Rules for Tabby Cat
Categories: Large, New
Also Known As:
For once we can speak about a game with complete authority,
because we modestly confess that we invented Tabby Cat and its close variant Manx.
They are reminiscent of Miss Milligan, and have the qualities we value most in any solitaire:
you can’t lose too quickly, and you can win frequently if you play well.
The two games are identical except for the rule of the tail; Tabby Cat is easier to win than Manx.
Tabby Cat features four tableaus, four discard piles, and a special pile called the tail.
Begin by shuffling the deck and laying out four cards, one in each tableau.
Tableaus build down without regard for suit or color,
and building is circular so that King may be played on Ace.
Full or partial builds are available, and an empty tableau may be filled with anything available.
If the tail is empty, any available partial or full build may be moved to it.
The cards in the tail may not be returned to play until you can correctly build them
back onto a tableau (and all at once—you must move all, or none).

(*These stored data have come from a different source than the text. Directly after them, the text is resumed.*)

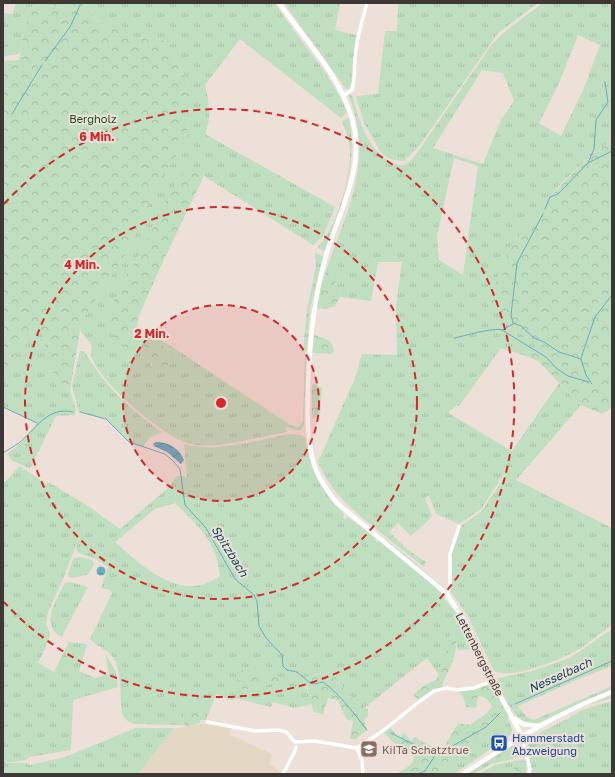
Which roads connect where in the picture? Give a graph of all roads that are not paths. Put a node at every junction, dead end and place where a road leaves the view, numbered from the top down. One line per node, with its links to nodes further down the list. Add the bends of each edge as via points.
1 (279, 3): 3 (street, Lettenbergstraße, via 328,68)
2 (367, 3): 3 (street, via 354,60 354,84 352,90)
3 (344, 94): 5 (street, Lettenbergstraße, via 355,132 356,156 349,190 318,284 312,316 308,392 309,446 317,472 337,503)
4 (459, 527): 5 (street, via 450,554 450,586)
5 (446, 594): 6 (street, Lettenbergstraße, via 467,624)
6 (492, 681): 8 (street, Lettenbergstraße); 13 (street, via 474,688 447,688 434,691)
7 (612, 692): 10 (street)
8 (512, 717): 10 (street, via 523,724); 11 (street, Lettenbergstraße)
9 (207, 722): 12 (street, via 256,731 279,730 286,732)
10 (539, 726): 11 (street)
11 (522, 736): 16 (street); 17 (street)
12 (297, 743): 13 (street, via 314,741); 14 (street)
13 (357, 748): 15 (street)
14 (283, 774)
15 (363, 774)
16 (462, 774)
17 (529, 774)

Whenever you wish, deal four more cards from the hand, one onto each tableau pile.
Usually you will deal when you have run out of other moves.
An available build of thirteen cards beginning with the King
and descending in order to the Ace may be moved to an empty discard pile.

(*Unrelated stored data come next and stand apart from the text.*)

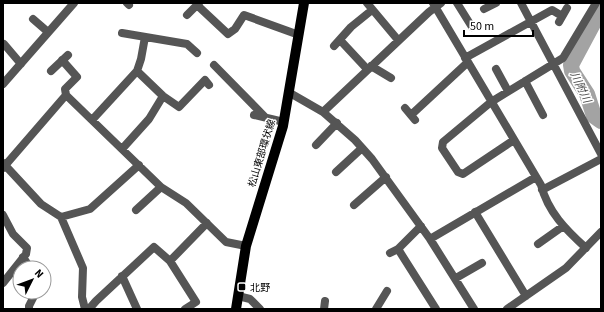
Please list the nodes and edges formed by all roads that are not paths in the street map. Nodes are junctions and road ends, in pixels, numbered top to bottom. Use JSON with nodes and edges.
{"nodes":[{"id":1,"x":72,"y":3,"type":"edge"},
{"id":2,"x":304,"y":3,"type":"edge"},
{"id":3,"x":457,"y":3,"type":"edge"},
{"id":4,"x":496,"y":3,"type":"edge"},
{"id":5,"x":521,"y":3,"type":"edge"},
{"id":6,"x":596,"y":3,"type":"edge"},
{"id":7,"x":198,"y":4,"type":"edge"},
{"id":8,"x":436,"y":4,"type":"edge"},
{"id":9,"x":370,"y":6,"type":"edge"},
{"id":10,"x":551,"y":7,"type":"edge"},
{"id":11,"x":567,"y":8,"type":"dead end"},
{"id":12,"x":484,"y":9,"type":"dead end"},
{"id":13,"x":187,"y":15,"type":"dead end"},
{"id":14,"x":33,"y":19,"type":"dead end"},
{"id":15,"x":531,"y":21,"type":"junction"},
{"id":16,"x":472,"y":27,"type":"dead end"},
{"id":17,"x":48,"y":32,"type":"junction"},
{"id":18,"x":122,"y":33,"type":"dead end"},
{"id":19,"x":299,"y":35,"type":"junction"},
{"id":20,"x":145,"y":37,"type":"junction"},
{"id":21,"x":340,"y":40,"type":"junction"},
{"id":22,"x":398,"y":40,"type":"junction"},
{"id":23,"x":4,"y":44,"type":"edge"},
{"id":24,"x":334,"y":46,"type":"dead end"},
{"id":25,"x":197,"y":53,"type":"dead end"},
{"id":26,"x":466,"y":60,"type":"junction"},
{"id":27,"x":553,"y":63,"type":"junction"},
{"id":28,"x":21,"y":64,"type":"junction"},
{"id":29,"x":214,"y":65,"type":"dead end"},
{"id":30,"x":369,"y":68,"type":"junction"},
{"id":31,"x":496,"y":69,"type":"dead end"},
{"id":32,"x":51,"y":71,"type":"dead end"},
{"id":33,"x":137,"y":71,"type":"junction"},
{"id":34,"x":391,"y":78,"type":"dead end"},
{"id":35,"x":525,"y":81,"type":"junction"},
{"id":36,"x":3,"y":84,"type":"edge"},
{"id":37,"x":209,"y":85,"type":"dead end"},
{"id":38,"x":508,"y":91,"type":"junction"},
{"id":39,"x":290,"y":93,"type":"junction"},
{"id":40,"x":66,"y":95,"type":"junction"},
{"id":41,"x":163,"y":96,"type":"junction"},
{"id":42,"x":491,"y":102,"type":"junction"},
{"id":43,"x":323,"y":112,"type":"junction"},
{"id":44,"x":410,"y":114,"type":"dead end"},
{"id":45,"x":254,"y":115,"type":"dead end"},
{"id":46,"x":543,"y":115,"type":"dead end"},
{"id":47,"x":265,"y":117,"type":"junction"},
{"id":48,"x":92,"y":120,"type":"junction"},
{"id":49,"x":284,"y":122,"type":"junction"},
{"id":50,"x":337,"y":124,"type":"junction"},
{"id":51,"x":514,"y":140,"type":"junction"},
{"id":52,"x":316,"y":146,"type":"dead end"},
{"id":53,"x":362,"y":148,"type":"junction"},
{"id":54,"x":122,"y":149,"type":"junction"},
{"id":55,"x":601,"y":154,"type":"edge"},
{"id":56,"x":601,"y":159,"type":"edge"},
{"id":57,"x":4,"y":165,"type":"edge"},
{"id":58,"x":139,"y":165,"type":"junction"},
{"id":59,"x":336,"y":172,"type":"dead end"},
{"id":60,"x":536,"y":176,"type":"junction"},
{"id":61,"x":386,"y":177,"type":"junction"},
{"id":62,"x":161,"y":186,"type":"junction"},
{"id":63,"x":542,"y":190,"type":"junction"},
{"id":64,"x":354,"y":205,"type":"dead end"},
{"id":65,"x":136,"y":210,"type":"dead end"},
{"id":66,"x":475,"y":212,"type":"junction"},
{"id":67,"x":3,"y":215,"type":"edge"},
{"id":68,"x":61,"y":217,"type":"junction"},
{"id":69,"x":207,"y":223,"type":"junction"},
{"id":70,"x":421,"y":226,"type":"junction"},
{"id":71,"x":562,"y":227,"type":"junction"},
{"id":72,"x":601,"y":232,"type":"edge"},
{"id":73,"x":430,"y":239,"type":"junction"},
{"id":74,"x":538,"y":244,"type":"dead end"},
{"id":75,"x":246,"y":246,"type":"junction"},
{"id":76,"x":586,"y":248,"type":"junction"},
{"id":77,"x":23,"y":257,"type":"junction"},
{"id":78,"x":25,"y":260,"type":"edge"},
{"id":79,"x":170,"y":261,"type":"junction"},
{"id":80,"x":482,"y":263,"type":"dead end"},
{"id":81,"x":122,"y":276,"type":"junction"},
{"id":82,"x":456,"y":278,"type":"junction"},
{"id":83,"x":4,"y":281,"type":"edge"},
{"id":84,"x":387,"y":291,"type":"dead end"},
{"id":85,"x":238,"y":296,"type":"junction"},
{"id":86,"x":526,"y":296,"type":"junction"},
{"id":87,"x":85,"y":309,"type":"edge"},
{"id":88,"x":90,"y":309,"type":"edge"},
{"id":89,"x":137,"y":309,"type":"edge"},
{"id":90,"x":185,"y":309,"type":"edge"},
{"id":91,"x":236,"y":309,"type":"edge"},
{"id":92,"x":260,"y":309,"type":"edge"},
{"id":93,"x":376,"y":309,"type":"edge"},
{"id":94,"x":436,"y":309,"type":"edge"},
{"id":95,"x":474,"y":309,"type":"edge"},
{"id":96,"x":507,"y":309,"type":"edge"}],
"edges":[{"from":1,"to":17,"type":"street"},
{"from":2,"to":19,"type":"main road","name":"松山東部環状線"},
{"from":3,"to":16,"type":"street"},
{"from":4,"to":12,"type":"street"},
{"from":5,"to":15,"type":"street"},
{"from":6,"to":27,"type":"street"},
{"from":7,"to":13,"type":"street"},
{"from":7,"to":19,"type":"street"},
{"from":8,"to":22,"type":"street"},
{"from":8,"to":26,"type":"street"},
{"from":9,"to":21,"type":"street"},
{"from":9,"to":22,"type":"street"},
{"from":10,"to":11,"type":"street"},
{"from":10,"to":15,"type":"street"},
{"from":14,"to":17,"type":"street"},
{"from":15,"to":26,"type":"street"},
{"from":15,"to":27,"type":"street"},
{"from":17,"to":28,"type":"street"},
{"from":18,"to":20,"type":"street"},
{"from":19,"to":39,"type":"main road","name":"松山東部環状線"},
{"from":20,"to":25,"type":"street"},
{"from":20,"to":33,"type":"street"},
{"from":21,"to":24,"type":"street"},
{"from":21,"to":30,"type":"street"},
{"from":22,"to":30,"type":"street"},
{"from":23,"to":28,"type":"street"},
{"from":26,"to":42,"type":"street"},
{"from":26,"to":44,"type":"street"},
{"from":27,"to":35,"type":"street"},
{"from":27,"to":55,"type":"street"},
{"from":28,"to":36,"type":"street"},
{"from":29,"to":47,"type":"street"},
{"from":30,"to":34,"type":"street"},
{"from":30,"to":43,"type":"street"},
{"from":31,"to":38,"type":"street"},
{"from":32,"to":40,"type":"street"},
{"from":33,"to":41,"type":"street"},
{"from":33,"to":48,"type":"street"},
{"from":35,"to":38,"type":"street"},
{"from":35,"to":46,"type":"street"},
{"from":37,"to":41,"type":"street"},
{"from":38,"to":42,"type":"street"},
{"from":39,"to":43,"type":"street"},
{"from":39,"to":49,"type":"main road","name":"松山東部環状線"},
{"from":40,"to":48,"type":"street"},
{"from":40,"to":57,"type":"street"},
{"from":41,"to":54,"type":"street"},
{"from":42,"to":51,"type":"street"},
{"from":42,"to":51,"type":"street"},
{"from":43,"to":50,"type":"street"},
{"from":45,"to":47,"type":"street"},
{"from":47,"to":49,"type":"street"},
{"from":48,"to":54,"type":"street"},
{"from":49,"to":75,"type":"main road","name":"松山東部環状線"},
{"from":50,"to":52,"type":"street"},
{"from":50,"to":53,"type":"street"},
{"from":51,"to":60,"type":"street"},
{"from":53,"to":59,"type":"street"},
{"from":53,"to":61,"type":"street"},
{"from":54,"to":58,"type":"street"},
{"from":56,"to":63,"type":"street"},
{"from":57,"to":68,"type":"street"},
{"from":58,"to":62,"type":"street"},
{"from":58,"to":68,"type":"street"},
{"from":60,"to":63,"type":"street"},
{"from":60,"to":66,"type":"street"},
{"from":61,"to":64,"type":"street"},
{"from":61,"to":70,"type":"street"},
{"from":62,"to":65,"type":"street"},
{"from":62,"to":69,"type":"street"},
{"from":63,"to":71,"type":"street"},
{"from":66,"to":73,"type":"street"},
{"from":66,"to":86,"type":"street"},
{"from":67,"to":77,"type":"street"},
{"from":68,"to":87,"type":"street"},
{"from":69,"to":75,"type":"street"},
{"from":69,"to":79,"type":"street"},
{"from":70,"to":73,"type":"street"},
{"from":70,"to":94,"type":"street"},
{"from":71,"to":74,"type":"street"},
{"from":71,"to":76,"type":"street"},
{"from":72,"to":76,"type":"street"},
{"from":73,"to":82,"type":"street"},
{"from":75,"to":85,"type":"main road","name":"松山東部環状線"},
{"from":76,"to":86,"type":"street"},
{"from":77,"to":78,"type":"street"},
{"from":77,"to":83,"type":"street"},
{"from":79,"to":81,"type":"street"},
{"from":79,"to":90,"type":"street"},
{"from":80,"to":82,"type":"street"},
{"from":81,"to":88,"type":"street"},
{"from":81,"to":89,"type":"street"},
{"from":82,"to":95,"type":"street"},
{"from":84,"to":93,"type":"street"},
{"from":85,"to":91,"type":"main road","name":"松山東部環状線"},
{"from":85,"to":92,"type":"street"},
{"from":86,"to":96,"type":"street"}]}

The goal is to fill all four discard piles, leaving the deck, tableaus, and tail empty.
Empty piles are precious. The more empty piles you can create and keep, the
better. One or two long,
tangled piles are okay if they help you empty out other piles.
Never move cards to the tail unless you already know how you’re going
to move them back into the tableau.
The tail is too important a resource to waste,
and a foolish move may leave cards marooned there,
blocking its further use.
Make long builds out of short ones.
Remember you can only discard a King-to-Ace build,
so a few long builds are better than many short ones.
by Semicolon Software.
All international rights reserved.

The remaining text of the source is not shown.